Entries taken from a collection:
#####

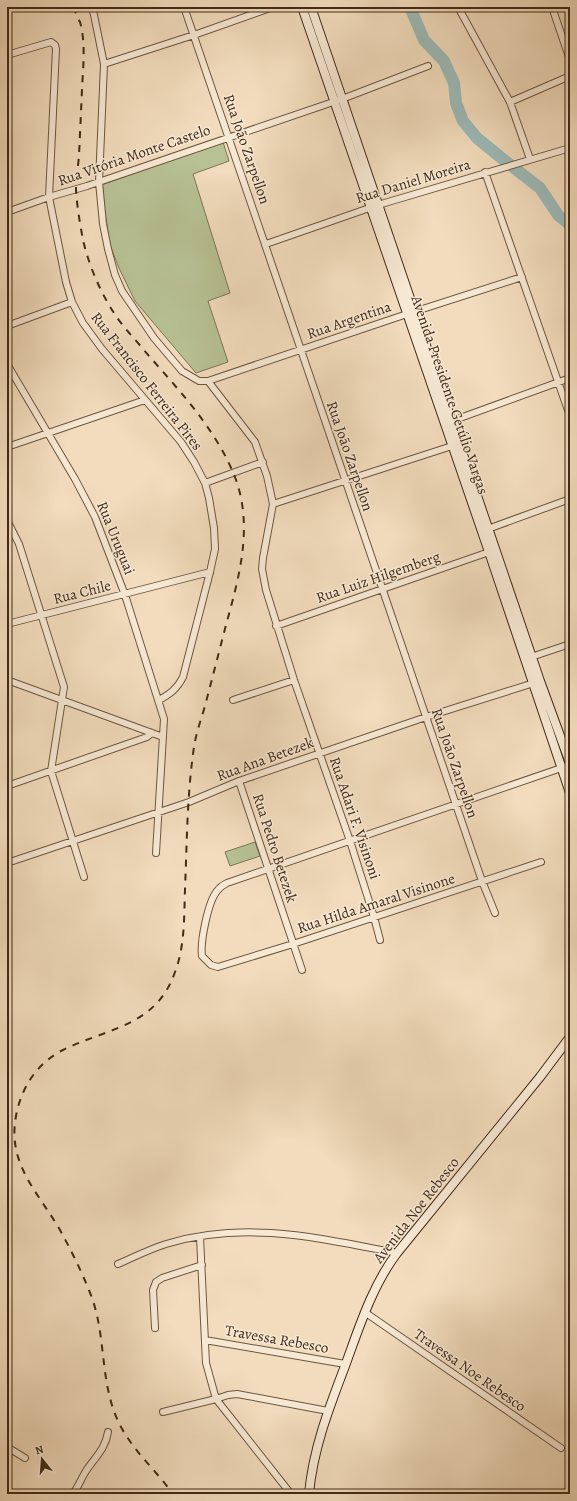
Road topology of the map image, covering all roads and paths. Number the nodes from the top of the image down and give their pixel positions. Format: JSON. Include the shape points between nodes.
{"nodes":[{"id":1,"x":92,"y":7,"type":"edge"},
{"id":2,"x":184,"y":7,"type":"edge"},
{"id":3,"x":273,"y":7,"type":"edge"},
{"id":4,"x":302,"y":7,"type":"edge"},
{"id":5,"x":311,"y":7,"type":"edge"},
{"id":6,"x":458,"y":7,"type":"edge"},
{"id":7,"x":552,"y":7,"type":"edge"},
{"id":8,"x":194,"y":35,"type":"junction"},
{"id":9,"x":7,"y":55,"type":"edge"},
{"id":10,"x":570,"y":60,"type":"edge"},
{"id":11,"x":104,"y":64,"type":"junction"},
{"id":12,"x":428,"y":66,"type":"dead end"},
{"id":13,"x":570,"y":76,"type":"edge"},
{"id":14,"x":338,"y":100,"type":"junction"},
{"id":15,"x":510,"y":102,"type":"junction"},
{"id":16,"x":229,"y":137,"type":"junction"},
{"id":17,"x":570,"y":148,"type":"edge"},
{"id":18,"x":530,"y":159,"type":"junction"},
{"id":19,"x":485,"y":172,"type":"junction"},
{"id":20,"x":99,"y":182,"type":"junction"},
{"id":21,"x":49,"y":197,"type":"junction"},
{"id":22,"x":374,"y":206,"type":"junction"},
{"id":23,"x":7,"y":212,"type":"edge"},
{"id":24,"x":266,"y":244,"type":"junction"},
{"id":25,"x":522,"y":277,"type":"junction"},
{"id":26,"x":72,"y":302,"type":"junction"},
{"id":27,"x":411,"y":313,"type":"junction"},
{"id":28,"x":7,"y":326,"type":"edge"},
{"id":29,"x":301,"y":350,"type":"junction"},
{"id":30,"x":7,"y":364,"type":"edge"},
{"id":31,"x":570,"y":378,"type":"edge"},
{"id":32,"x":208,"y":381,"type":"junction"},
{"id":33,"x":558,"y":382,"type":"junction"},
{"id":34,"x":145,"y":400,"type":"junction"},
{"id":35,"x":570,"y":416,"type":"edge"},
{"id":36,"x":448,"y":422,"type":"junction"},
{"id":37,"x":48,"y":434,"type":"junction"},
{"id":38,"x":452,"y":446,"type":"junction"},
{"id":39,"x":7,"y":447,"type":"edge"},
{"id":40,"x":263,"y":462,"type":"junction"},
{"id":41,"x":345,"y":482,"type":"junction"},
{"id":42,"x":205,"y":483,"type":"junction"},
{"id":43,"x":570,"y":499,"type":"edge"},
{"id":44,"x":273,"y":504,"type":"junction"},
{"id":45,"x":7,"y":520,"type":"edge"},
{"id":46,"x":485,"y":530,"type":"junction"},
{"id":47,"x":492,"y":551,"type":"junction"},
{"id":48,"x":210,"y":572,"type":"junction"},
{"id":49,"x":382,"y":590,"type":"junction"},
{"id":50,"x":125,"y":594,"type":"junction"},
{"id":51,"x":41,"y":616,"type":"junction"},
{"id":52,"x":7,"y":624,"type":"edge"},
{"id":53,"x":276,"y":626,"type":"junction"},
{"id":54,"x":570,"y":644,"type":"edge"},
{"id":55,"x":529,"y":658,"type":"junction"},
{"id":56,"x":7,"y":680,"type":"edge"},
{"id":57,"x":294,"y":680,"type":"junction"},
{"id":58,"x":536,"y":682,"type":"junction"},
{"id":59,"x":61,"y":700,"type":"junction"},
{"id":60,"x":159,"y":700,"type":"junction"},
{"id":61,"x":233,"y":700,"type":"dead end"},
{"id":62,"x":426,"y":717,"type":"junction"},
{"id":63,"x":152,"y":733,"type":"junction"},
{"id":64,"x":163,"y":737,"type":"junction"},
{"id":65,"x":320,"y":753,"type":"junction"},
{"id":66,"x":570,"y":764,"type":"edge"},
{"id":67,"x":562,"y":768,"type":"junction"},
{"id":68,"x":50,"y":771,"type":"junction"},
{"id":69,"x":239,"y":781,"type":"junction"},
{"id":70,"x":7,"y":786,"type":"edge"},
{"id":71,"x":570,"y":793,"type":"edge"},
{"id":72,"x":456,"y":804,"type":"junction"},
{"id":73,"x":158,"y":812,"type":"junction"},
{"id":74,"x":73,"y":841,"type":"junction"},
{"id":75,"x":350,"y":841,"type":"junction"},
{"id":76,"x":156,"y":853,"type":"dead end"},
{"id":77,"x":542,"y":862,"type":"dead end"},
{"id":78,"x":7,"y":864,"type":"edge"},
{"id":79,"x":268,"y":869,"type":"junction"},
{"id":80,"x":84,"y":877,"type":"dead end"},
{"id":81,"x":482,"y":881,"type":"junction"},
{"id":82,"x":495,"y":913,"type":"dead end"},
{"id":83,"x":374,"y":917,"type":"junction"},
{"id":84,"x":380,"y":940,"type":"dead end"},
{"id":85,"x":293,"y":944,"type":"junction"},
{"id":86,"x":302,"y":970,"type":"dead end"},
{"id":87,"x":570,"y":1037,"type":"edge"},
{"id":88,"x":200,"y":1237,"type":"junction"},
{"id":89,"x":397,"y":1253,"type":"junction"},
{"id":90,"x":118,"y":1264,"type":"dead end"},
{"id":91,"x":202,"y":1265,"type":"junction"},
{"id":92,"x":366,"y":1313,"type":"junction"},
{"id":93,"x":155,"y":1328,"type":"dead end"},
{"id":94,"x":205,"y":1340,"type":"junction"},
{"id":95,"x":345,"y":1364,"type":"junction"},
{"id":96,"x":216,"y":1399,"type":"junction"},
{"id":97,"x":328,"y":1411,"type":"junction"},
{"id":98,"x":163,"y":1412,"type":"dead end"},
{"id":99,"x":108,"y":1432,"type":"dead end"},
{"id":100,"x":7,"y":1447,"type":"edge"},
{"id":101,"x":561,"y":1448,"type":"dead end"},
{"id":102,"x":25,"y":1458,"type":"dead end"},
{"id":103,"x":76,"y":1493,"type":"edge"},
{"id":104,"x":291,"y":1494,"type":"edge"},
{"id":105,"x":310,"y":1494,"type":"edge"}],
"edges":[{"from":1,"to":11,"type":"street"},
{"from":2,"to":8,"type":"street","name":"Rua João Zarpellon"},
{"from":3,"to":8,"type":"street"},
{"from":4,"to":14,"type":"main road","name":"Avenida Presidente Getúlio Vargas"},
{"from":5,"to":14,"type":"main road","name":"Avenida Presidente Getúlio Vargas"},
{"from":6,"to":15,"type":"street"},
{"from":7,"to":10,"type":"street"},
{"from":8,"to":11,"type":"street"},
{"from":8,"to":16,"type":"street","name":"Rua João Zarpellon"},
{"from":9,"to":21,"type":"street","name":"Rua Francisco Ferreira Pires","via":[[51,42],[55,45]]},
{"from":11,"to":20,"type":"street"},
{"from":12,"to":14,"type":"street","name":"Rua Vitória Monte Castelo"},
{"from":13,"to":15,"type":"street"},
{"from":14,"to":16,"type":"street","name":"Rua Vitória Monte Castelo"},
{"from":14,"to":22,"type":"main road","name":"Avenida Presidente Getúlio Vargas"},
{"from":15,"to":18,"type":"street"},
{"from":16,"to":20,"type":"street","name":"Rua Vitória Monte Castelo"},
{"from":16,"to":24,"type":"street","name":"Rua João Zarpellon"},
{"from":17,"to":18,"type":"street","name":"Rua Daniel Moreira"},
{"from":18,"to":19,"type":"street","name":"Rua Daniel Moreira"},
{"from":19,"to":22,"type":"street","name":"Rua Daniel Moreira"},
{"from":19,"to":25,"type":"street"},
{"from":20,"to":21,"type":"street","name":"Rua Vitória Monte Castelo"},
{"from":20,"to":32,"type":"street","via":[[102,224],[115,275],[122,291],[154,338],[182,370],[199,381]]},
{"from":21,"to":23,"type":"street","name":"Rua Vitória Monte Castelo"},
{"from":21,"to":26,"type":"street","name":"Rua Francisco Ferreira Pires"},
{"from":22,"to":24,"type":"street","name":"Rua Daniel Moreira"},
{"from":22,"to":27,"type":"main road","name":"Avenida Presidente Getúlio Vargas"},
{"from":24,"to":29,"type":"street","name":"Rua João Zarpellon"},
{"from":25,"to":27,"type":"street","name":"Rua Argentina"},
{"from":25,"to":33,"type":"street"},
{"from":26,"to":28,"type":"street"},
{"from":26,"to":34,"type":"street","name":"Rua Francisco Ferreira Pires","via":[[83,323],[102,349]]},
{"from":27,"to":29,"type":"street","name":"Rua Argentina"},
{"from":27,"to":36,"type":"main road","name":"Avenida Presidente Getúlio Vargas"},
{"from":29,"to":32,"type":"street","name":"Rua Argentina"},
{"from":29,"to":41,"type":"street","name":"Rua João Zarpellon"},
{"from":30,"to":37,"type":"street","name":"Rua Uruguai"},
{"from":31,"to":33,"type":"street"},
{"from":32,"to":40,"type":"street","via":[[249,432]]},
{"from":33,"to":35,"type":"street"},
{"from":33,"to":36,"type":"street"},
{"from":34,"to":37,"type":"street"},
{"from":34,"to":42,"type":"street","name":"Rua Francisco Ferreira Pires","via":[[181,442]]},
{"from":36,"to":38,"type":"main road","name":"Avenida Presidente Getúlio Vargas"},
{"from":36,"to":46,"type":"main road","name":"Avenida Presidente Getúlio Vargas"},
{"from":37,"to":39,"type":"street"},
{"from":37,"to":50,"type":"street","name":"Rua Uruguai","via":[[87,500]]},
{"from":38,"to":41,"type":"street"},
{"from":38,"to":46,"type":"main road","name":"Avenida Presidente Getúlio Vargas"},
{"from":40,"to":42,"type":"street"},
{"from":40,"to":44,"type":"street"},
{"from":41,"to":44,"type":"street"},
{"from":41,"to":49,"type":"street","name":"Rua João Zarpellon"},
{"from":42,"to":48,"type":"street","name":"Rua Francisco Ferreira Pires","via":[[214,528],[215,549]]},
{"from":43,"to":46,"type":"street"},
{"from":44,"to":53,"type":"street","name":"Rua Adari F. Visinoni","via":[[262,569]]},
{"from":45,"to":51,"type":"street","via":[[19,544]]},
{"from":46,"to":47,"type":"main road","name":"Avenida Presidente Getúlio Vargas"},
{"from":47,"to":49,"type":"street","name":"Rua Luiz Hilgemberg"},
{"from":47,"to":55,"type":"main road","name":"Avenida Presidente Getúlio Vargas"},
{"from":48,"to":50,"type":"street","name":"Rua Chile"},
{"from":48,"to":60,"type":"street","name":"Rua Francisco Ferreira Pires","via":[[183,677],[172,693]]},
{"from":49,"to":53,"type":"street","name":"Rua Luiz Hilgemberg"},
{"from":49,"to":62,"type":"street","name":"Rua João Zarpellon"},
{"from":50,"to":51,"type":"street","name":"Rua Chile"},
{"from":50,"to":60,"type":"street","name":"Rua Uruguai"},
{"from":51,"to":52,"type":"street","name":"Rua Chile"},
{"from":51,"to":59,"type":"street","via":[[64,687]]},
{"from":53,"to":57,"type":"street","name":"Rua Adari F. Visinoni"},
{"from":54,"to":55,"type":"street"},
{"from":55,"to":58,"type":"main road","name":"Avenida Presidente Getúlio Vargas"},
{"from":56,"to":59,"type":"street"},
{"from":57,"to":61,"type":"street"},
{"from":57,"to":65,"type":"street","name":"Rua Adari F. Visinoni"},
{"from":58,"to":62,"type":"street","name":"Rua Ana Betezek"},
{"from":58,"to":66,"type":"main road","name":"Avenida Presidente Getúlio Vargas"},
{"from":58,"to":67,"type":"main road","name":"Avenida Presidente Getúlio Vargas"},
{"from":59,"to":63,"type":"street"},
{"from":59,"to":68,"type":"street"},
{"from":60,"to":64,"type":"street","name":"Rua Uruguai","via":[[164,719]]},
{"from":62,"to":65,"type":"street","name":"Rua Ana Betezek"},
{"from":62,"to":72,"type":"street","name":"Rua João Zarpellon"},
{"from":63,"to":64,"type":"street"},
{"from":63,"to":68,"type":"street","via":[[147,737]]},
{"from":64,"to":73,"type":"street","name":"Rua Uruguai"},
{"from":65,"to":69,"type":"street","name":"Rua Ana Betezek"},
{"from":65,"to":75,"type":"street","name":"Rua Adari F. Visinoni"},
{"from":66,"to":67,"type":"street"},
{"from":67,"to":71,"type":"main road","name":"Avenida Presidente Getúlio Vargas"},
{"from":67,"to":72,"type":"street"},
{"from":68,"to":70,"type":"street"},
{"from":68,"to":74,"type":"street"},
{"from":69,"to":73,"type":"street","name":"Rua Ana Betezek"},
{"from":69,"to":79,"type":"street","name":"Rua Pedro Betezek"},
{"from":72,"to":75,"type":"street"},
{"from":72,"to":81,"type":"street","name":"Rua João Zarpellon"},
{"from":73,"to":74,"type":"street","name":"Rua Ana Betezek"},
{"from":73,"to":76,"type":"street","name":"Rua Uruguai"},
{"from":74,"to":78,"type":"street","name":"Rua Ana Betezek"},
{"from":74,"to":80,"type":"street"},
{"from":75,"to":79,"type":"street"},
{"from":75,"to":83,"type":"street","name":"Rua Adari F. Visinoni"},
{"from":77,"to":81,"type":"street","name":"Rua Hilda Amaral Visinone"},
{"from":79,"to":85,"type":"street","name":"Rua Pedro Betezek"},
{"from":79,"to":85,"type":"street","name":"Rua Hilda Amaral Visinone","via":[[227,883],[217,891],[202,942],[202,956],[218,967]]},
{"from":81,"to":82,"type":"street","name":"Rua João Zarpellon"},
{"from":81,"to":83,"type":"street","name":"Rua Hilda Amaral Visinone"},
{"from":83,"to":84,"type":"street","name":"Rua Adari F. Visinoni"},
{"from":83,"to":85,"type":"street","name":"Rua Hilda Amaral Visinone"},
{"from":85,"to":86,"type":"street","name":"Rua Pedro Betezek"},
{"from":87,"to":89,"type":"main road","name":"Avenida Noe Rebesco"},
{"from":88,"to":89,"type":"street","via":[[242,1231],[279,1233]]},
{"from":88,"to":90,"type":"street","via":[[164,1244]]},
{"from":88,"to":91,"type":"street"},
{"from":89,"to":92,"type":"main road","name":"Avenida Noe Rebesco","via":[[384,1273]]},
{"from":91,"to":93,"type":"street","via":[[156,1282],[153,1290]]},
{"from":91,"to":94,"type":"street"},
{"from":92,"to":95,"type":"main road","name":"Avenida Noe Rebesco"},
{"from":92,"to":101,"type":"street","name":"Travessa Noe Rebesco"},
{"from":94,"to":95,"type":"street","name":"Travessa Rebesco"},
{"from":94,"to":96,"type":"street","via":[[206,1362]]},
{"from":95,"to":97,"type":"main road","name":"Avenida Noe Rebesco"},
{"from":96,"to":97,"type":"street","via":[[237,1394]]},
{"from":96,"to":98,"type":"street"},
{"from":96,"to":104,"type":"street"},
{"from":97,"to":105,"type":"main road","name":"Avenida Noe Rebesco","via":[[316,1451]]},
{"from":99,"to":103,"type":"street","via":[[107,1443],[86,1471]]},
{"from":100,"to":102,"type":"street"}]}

#####

# THE TASK:
Please go through the data above and copy each line that has the word "Luiz".

# EXERCISE OUTPUT:
{"from":47,"to":49,"type":"street","name":"Rua Luiz Hilgemberg"},
{"from":49,"to":53,"type":"street","name":"Rua Luiz Hilgemberg"},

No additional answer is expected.